Saved entries:
════════
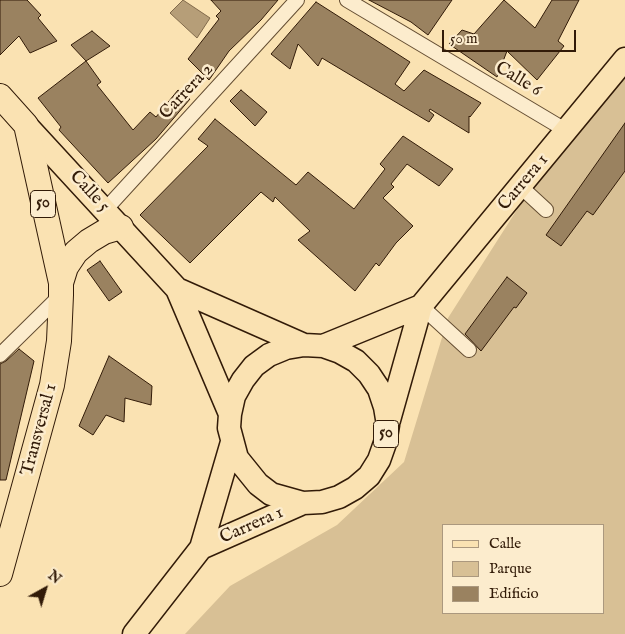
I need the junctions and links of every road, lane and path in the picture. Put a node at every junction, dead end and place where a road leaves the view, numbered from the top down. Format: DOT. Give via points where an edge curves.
graph roads {
  1 [pos="297,0"];
  2 [pos="347,0"];
  3 [pos="625,59"];
  4 [pos="0,96"];
  5 [pos="26,125"];
  6 [pos="568,131"];
  7 [pos="521,187"];
  8 [pos="105,210"];
  9 [pos="546,210"];
  10 [pos="121,227"];
  11 [pos="61,289"];
  12 [pos="177,289"];
  13 [pos="421,306"];
  14 [pos="313,346"];
  15 [pos="468,350"];
  16 [pos="0,355"];
  17 [pos="230,414"];
  18 [pos="388,425"];
  19 [pos="232,442"];
  20 [pos="303,503"];
  21 [pos="5,534"];
  22 [pos="201,548"];
  23 [pos="0,574"];
  24 [pos="134,634"];
  1 -- 8 [label="street, Carrera 2"];
  2 -- 6 [label="street, Calle 6"];
  3 -- 6 [label="main road, Carrera 1"];
  4 -- 5 [label="highway, Calle 5 / 50"];
  5 -- 8 [label="main road, Calle 5 / 50"];
  5 -- 11 [label="highway, Transversal 1 / 50"];
  6 -- 7 [label="main road, Carrera 1"];
  7 -- 9 [label="street"];
  7 -- 13 [label="main road, Carrera 1"];
  8 -- 10 [label="main road, Calle 5 / 50"];
  10 -- 11 [label="highway, Transversal 1" via="104,232 82,246 66,267"];
  10 -- 12 [label="main road, Calle 5 / 50"];
  11 -- 16 [label="street"];
  11 -- 21 [label="highway, Transversal 1 / 50" via="59,341 52,385"];
  12 -- 14 [label="main road, Calle 5 / 50"];
  12 -- 17 [label="main road, Calle 5 / 50"];
  13 -- 14 [label="main road, Carrera 1"];
  13 -- 15 [label="street"];
  13 -- 18 [label="main road, Carrera 1"];
  14 -- 17 [label="main road, 50" via="286,348 254,366 242,380"];
  14 -- 18 [label="main road, 50" via="340,352 369,374 379,390"];
  17 -- 19 [label="main road, 50"];
  18 -- 20 [label="main road, 50" via="379,460 369,476 339,497"];
  19 -- 20 [label="main road, 50" via="237,458 258,484 271,494"];
  19 -- 22 [label="main road, Carrera 1 / 50"];
  20 -- 22 [label="main road, Carrera 1 / 50"];
  21 -- 23 [label="highway, Transversal 1 / 50"];
  22 -- 24 [label="main road, Carrera 1 / 50"];
}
════════
• [Problem to solve] Please print the records above word for word, leaving every image out.

• [Answer for this exercise]
I need the junctions and links of every road, lane and path in the picture. Put a node at every junction, dead end and place where a road leaves the view, numbered from the top down. Format: DOT. Give via points where an edge curves.
graph roads {
  1 [pos="297,0"];
  2 [pos="347,0"];
  3 [pos="625,59"];
  4 [pos="0,96"];
  5 [pos="26,125"];
  6 [pos="568,131"];
  7 [pos="521,187"];
  8 [pos="105,210"];
  9 [pos="546,210"];
  10 [pos="121,227"];
  11 [pos="61,289"];
  12 [pos="177,289"];
  13 [pos="421,306"];
  14 [pos="313,346"];
  15 [pos="468,350"];
  16 [pos="0,355"];
  17 [pos="230,414"];
  18 [pos="388,425"];
  19 [pos="232,442"];
  20 [pos="303,503"];
  21 [pos="5,534"];
  22 [pos="201,548"];
  23 [pos="0,574"];
  24 [pos="134,634"];
  1 -- 8 [label="street, Carrera 2"];
  2 -- 6 [label="street, Calle 6"];
  3 -- 6 [label="main road, Carrera 1"];
  4 -- 5 [label="highway, Calle 5 / 50"];
  5 -- 8 [label="main road, Calle 5 / 50"];
  5 -- 11 [label="highway, Transversal 1 / 50"];
  6 -- 7 [label="main road, Carrera 1"];
  7 -- 9 [label="street"];
  7 -- 13 [label="main road, Carrera 1"];
  8 -- 10 [label="main road, Calle 5 / 50"];
  10 -- 11 [label="highway, Transversal 1" via="104,232 82,246 66,267"];
  10 -- 12 [label="main road, Calle 5 / 50"];
  11 -- 16 [label="street"];
  11 -- 21 [label="highway, Transversal 1 / 50" via="59,341 52,385"];
  12 -- 14 [label="main road, Calle 5 / 50"];
  12 -- 17 [label="main road, Calle 5 / 50"];
  13 -- 14 [label="main road, Carrera 1"];
  13 -- 15 [label="street"];
  13 -- 18 [label="main road, Carrera 1"];
  14 -- 17 [label="main road, 50" via="286,348 254,366 242,380"];
  14 -- 18 [label="main road, 50" via="340,352 369,374 379,390"];
  17 -- 19 [label="main road, 50"];
  18 -- 20 [label="main road, 50" via="379,460 369,476 339,497"];
  19 -- 20 [label="main road, 50" via="237,458 258,484 271,494"];
  19 -- 22 [label="main road, Carrera 1 / 50"];
  20 -- 22 [label="main road, Carrera 1 / 50"];
  21 -- 23 [label="highway, Transversal 1 / 50"];
  22 -- 24 [label="main road, Carrera 1 / 50"];
}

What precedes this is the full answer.